In about half-an-hour Mr. Rogan and the accountant re-entered the apartment. The former had quite regained his composure. He was naturally amiable; which happy disposition was indicated by a habitually cheerful look and smile.
“Now, gentlemen,” said he, “I find that this practical joke was not intended for me, and therefore look upon it as an unlucky accident; but I cannot too strongly express my dislike to practical jokes of all kinds. I have seen great evil, and some bloodshed, result from practical jokes; and I think that, being a sufferer in consequence of your fondness for them, I have a right to beg that you will abstain from such doings in future—at least from such jokes as involve risk to those who do not choose to enter into them.”
Having given vent to this speech, Mr. Rogan left his volatile friends to digest it at their leisure.
“Serves us right,” said the skipper, pacing up and down the room in a repentant frame of mind, with his thumbs hooked into the arm-holes of his vest.
The doctor said nothing, but breathed hard and smoked vigorously.
While we admit most thoroughly with Mr. Rogan that practical jokes are exceedingly bad, and productive frequently of far more evil than fun, we feel it our duty, as a faithful delineator of manners, customs, and character in these regions, to urge in palliation of the offence committed by the young gentlemen at York Fort, that they had really about as few amusements and sources of excitement as fall to the lot of any class of men. They were entirely dependent on their own unaided exertions, during eight or nine months of the year, for amusement or recreation of any kind. Their books were few in number, and soon read through. The desolate wilderness around afforded no incidents to form subjects of conversation further than the events of a day’s shooting, which, being nearly similar every day, soon lost all interest. No newspapers came to tell of the doings of the busy world from which they were shut out, and nothing occurred to vary the dull routine of their life; so that it is not matter for wonder that they were driven to seek for relaxation and excitement occasionally in most outrageous and unnatural ways, and to indulge now and then in the perpetration of a practical joke.
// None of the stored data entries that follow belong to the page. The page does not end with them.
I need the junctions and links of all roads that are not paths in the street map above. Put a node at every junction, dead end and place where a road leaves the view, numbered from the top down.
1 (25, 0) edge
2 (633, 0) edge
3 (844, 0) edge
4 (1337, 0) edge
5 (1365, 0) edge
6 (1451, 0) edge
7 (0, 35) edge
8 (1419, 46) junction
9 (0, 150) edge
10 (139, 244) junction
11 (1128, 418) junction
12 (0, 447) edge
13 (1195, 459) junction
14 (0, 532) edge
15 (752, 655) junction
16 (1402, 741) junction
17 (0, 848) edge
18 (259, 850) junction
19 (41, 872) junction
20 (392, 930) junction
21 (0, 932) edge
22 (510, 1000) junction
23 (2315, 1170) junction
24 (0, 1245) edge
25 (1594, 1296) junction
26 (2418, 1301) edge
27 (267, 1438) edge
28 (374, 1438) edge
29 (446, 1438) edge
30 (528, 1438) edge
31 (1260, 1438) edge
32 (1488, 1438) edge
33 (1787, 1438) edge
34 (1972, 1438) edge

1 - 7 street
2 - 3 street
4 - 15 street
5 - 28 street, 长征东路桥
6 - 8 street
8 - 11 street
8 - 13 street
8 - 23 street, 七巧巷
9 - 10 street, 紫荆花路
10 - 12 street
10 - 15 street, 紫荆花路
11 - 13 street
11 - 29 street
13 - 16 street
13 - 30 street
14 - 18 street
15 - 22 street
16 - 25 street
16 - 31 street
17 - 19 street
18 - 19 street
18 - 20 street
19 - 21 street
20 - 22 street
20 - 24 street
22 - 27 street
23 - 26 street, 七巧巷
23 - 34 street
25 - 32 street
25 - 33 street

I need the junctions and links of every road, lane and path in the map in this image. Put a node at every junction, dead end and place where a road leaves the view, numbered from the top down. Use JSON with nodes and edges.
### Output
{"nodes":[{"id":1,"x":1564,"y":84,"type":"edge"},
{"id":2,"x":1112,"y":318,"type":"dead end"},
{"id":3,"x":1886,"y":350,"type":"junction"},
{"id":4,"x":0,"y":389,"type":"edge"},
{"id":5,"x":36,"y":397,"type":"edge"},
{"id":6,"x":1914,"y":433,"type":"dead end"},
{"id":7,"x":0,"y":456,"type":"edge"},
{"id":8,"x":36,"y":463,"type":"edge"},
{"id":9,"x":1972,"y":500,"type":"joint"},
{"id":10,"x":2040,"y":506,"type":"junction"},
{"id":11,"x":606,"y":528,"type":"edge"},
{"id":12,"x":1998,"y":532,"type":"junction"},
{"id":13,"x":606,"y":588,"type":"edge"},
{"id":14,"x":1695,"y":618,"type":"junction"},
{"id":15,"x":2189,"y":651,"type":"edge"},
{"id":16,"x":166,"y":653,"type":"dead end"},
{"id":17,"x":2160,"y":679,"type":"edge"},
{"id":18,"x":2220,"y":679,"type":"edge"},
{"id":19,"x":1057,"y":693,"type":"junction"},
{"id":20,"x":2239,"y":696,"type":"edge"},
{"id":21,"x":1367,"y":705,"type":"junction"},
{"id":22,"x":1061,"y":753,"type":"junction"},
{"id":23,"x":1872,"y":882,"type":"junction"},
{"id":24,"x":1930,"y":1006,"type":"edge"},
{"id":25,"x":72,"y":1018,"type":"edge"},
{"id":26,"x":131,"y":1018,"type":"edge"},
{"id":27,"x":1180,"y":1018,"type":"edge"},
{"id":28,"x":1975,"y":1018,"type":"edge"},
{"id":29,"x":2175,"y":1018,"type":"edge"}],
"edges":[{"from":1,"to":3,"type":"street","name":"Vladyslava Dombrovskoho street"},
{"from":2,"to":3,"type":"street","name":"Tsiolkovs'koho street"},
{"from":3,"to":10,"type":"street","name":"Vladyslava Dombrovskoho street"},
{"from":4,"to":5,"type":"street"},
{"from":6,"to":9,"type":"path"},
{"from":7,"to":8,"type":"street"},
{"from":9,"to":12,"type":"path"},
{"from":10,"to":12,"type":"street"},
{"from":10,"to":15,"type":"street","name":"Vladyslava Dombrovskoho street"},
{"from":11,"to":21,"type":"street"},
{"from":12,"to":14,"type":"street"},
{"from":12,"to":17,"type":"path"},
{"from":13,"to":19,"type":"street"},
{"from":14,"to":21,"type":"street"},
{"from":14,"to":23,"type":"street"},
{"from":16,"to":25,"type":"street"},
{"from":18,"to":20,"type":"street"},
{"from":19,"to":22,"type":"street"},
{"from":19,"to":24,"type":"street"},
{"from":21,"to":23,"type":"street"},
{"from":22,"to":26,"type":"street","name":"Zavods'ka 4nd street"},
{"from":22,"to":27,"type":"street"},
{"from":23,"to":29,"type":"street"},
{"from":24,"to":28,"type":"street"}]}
For some time after the rebuke administered by Mr. Rogan, silence reigned in Bachelor’s Hall, as the clerks’ house was termed. But at length symptoms of ennui began to be displayed. The doctor yawned and lay down on his bed to enjoy an American newspaper about twelve months old. Harry Somerville sat down to reread a volume of Franklin’s travels in the polar regions, which he had perused twice already. Mr. Hamilton busied himself in cleaning his fowling-piece; while the skipper conversed with Mr. Wilson, who was engaged in his room in adjusting an ivory head to a walking-stick. Mr. Wilson was a jack-of-all-trades, who could make shift, one way or other, to do anything. The accountant paced the uncarpeted floor in deep contemplation.
At length he paused, and looked at Harry Somerville for some time.
“What say you to a walk through the woods to North River, Harry?”
“Ready,” cried Harry, tossing down the book with a look of contempt—“ready for anything.”